PROBLEM TO SOLVE: Copy the records below exactly, but leave out any picture they contain.
----- RECORDS FOR THE EXERCISE -----
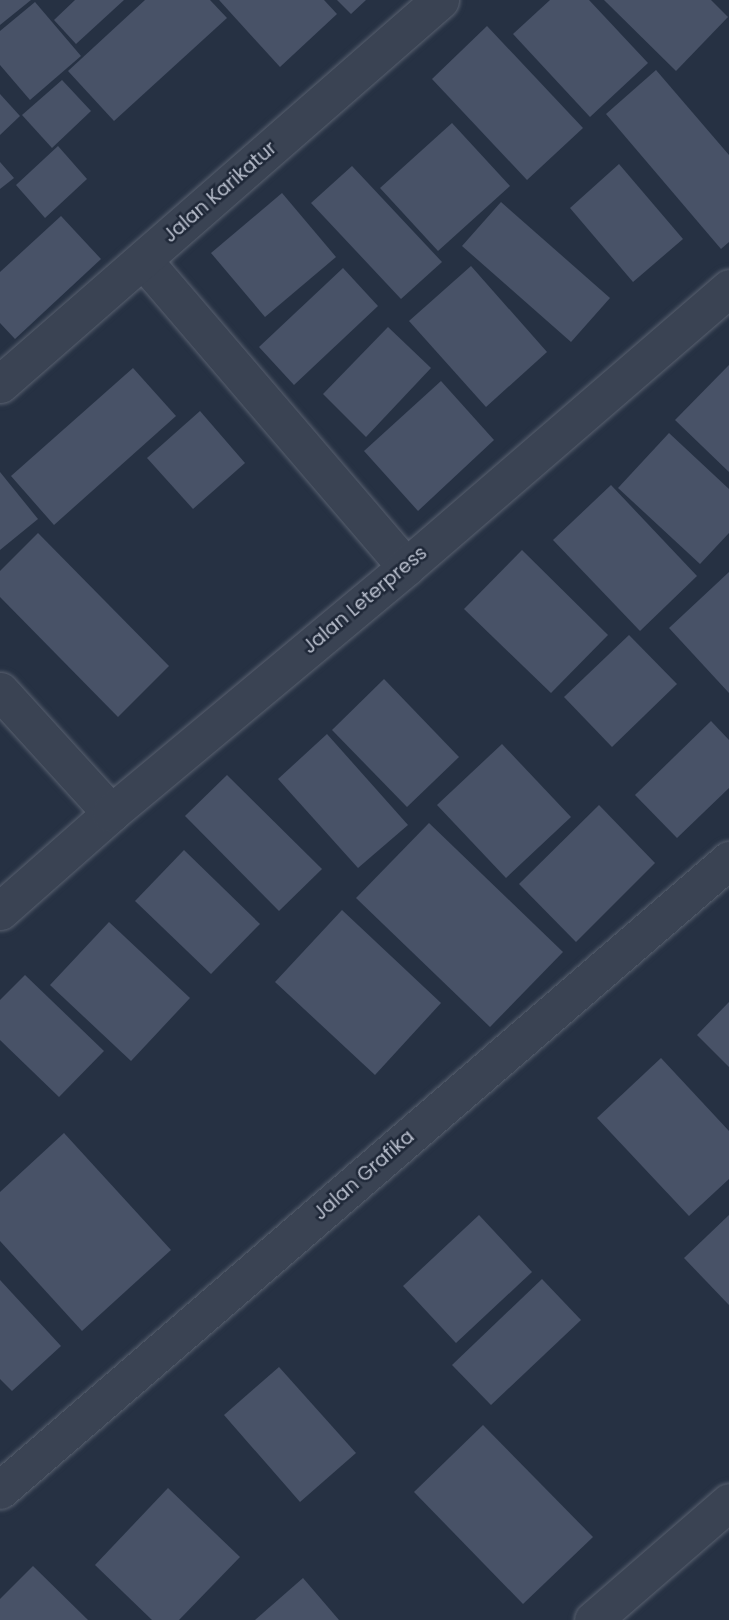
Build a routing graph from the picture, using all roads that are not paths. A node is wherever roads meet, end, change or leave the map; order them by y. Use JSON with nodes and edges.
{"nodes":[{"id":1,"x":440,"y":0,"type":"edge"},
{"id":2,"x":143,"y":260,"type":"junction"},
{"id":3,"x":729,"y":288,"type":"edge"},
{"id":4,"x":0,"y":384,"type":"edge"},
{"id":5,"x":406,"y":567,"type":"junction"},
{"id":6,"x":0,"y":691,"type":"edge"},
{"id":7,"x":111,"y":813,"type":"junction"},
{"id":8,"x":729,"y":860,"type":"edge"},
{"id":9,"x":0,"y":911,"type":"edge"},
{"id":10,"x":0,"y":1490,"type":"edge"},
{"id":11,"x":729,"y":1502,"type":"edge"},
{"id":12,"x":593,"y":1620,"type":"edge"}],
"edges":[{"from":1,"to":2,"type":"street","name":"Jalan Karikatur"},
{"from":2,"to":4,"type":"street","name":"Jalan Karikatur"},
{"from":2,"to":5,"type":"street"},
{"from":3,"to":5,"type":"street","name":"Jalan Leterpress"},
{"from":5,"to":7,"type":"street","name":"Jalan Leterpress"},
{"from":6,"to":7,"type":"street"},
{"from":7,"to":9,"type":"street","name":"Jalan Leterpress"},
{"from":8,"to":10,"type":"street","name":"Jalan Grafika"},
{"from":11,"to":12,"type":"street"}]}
-----
OUTPUT OF THE EXERCISE:
Build a routing graph from the picture, using all roads that are not paths. A node is wherever roads meet, end, change or leave the map; order them by y. Use JSON with nodes and edges.
{"nodes":[{"id":1,"x":440,"y":0,"type":"edge"},
{"id":2,"x":143,"y":260,"type":"junction"},
{"id":3,"x":729,"y":288,"type":"edge"},
{"id":4,"x":0,"y":384,"type":"edge"},
{"id":5,"x":406,"y":567,"type":"junction"},
{"id":6,"x":0,"y":691,"type":"edge"},
{"id":7,"x":111,"y":813,"type":"junction"},
{"id":8,"x":729,"y":860,"type":"edge"},
{"id":9,"x":0,"y":911,"type":"edge"},
{"id":10,"x":0,"y":1490,"type":"edge"},
{"id":11,"x":729,"y":1502,"type":"edge"},
{"id":12,"x":593,"y":1620,"type":"edge"}],
"edges":[{"from":1,"to":2,"type":"street","name":"Jalan Karikatur"},
{"from":2,"to":4,"type":"street","name":"Jalan Karikatur"},
{"from":2,"to":5,"type":"street"},
{"from":3,"to":5,"type":"street","name":"Jalan Leterpress"},
{"from":5,"to":7,"type":"street","name":"Jalan Leterpress"},
{"from":6,"to":7,"type":"street"},
{"from":7,"to":9,"type":"street","name":"Jalan Leterpress"},
{"from":8,"to":10,"type":"street","name":"Jalan Grafika"},
{"from":11,"to":12,"type":"street"}]}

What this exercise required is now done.